§ Activity:
All entries are to be printed again exactly, with their images omitted.

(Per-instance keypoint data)
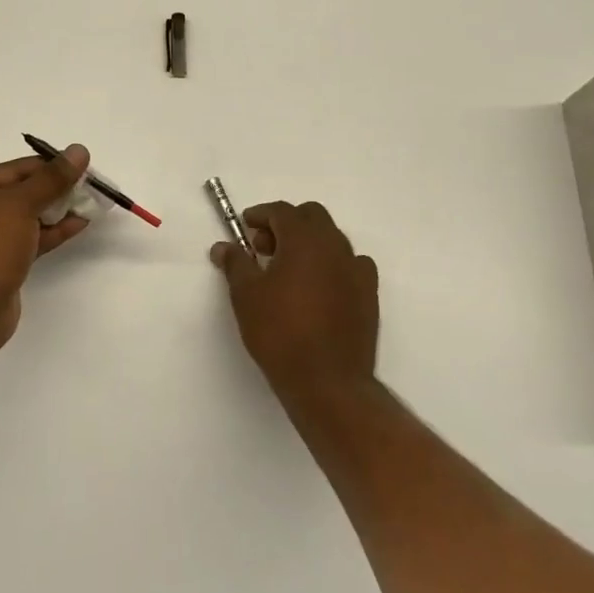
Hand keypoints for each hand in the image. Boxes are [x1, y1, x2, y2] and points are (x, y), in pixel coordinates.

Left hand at [0, 145, 91, 344]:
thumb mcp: (21, 205)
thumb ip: (52, 178)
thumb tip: (79, 150)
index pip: (14, 169)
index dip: (48, 165)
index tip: (81, 166)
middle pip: (21, 192)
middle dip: (55, 188)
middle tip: (89, 186)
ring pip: (28, 217)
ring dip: (58, 210)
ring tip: (90, 203)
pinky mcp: (2, 263)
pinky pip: (30, 239)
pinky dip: (53, 231)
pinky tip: (80, 224)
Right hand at [211, 201, 378, 404]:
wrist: (328, 381)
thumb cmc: (280, 332)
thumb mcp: (246, 295)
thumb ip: (235, 263)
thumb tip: (223, 246)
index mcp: (305, 240)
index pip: (282, 211)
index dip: (260, 214)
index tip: (245, 226)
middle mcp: (335, 247)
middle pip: (312, 217)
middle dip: (287, 224)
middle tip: (264, 247)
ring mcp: (357, 270)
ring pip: (332, 240)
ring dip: (309, 244)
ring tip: (287, 270)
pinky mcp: (369, 295)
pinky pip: (350, 265)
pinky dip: (331, 265)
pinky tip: (317, 288)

§ Answer to this exercise:
Hand keypoints for each hand in the image. Boxes are [x1, y1, x2, y2] and points are (x, y), in pixel coordinates.

Left hand at [0, 145, 91, 344]:
thumb mcp: (21, 205)
thumb ip: (52, 178)
thumb tip: (79, 150)
index pip: (14, 169)
index dip: (48, 165)
index tip: (81, 166)
middle pip: (21, 192)
middle dip: (55, 188)
middle tip: (89, 186)
ring pip: (28, 217)
ring dip: (58, 210)
ring tip: (90, 203)
pinky mcp: (2, 263)
pinky pip: (30, 239)
pinky dip: (53, 231)
pinky tip: (80, 224)
Right hand at [211, 201, 378, 404]:
wrist: (328, 381)
thumb cmc: (280, 332)
thumb mcp: (246, 295)
thumb ip: (235, 263)
thumb tip: (223, 246)
index mcp: (305, 240)
index pip: (282, 211)
index dip: (260, 214)
index tip: (245, 226)
middle mcp: (335, 247)
middle pip: (312, 217)
middle dip: (287, 224)
middle tip: (264, 247)
ring mcp: (357, 270)
ring pip: (332, 240)
ring dip: (309, 244)
ring tip: (287, 270)
pinky mcp: (369, 295)
pinky pip: (350, 265)
pinky dip: (331, 265)
pinky tip: (317, 288)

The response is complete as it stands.